[Stored data]
——————————
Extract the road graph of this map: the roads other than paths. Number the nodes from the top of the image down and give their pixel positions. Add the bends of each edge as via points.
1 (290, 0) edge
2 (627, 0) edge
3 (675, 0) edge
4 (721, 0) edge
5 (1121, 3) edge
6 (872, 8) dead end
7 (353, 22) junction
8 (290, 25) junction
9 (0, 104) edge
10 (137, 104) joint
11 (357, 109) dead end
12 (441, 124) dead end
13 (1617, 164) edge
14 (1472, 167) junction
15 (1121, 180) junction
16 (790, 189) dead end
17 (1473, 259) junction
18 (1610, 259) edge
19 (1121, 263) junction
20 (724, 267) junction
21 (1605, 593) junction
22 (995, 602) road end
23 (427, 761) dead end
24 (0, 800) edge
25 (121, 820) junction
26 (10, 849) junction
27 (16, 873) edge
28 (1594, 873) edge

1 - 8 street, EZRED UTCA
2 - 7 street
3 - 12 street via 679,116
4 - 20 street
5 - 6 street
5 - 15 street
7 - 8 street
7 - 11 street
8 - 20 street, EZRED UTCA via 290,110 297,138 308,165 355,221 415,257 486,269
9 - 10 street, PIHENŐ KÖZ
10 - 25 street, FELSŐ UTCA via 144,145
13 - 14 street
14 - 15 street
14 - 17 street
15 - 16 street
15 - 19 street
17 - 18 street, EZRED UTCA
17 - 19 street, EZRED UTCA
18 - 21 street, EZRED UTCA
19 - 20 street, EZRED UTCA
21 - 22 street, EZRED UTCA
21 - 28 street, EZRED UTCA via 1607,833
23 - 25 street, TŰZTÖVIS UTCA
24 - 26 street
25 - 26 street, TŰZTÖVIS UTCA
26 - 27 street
——————————
### Exercise details:
Your task is to collect every line above that contains the word "junction".

### Answer section:
7 (353, 22) junction
8 (290, 25) junction
14 (1472, 167) junction
15 (1121, 180) junction
17 (1473, 259) junction
19 (1121, 263) junction
20 (724, 267) junction
21 (1605, 593) junction
25 (121, 820) junction
26 (10, 849) junction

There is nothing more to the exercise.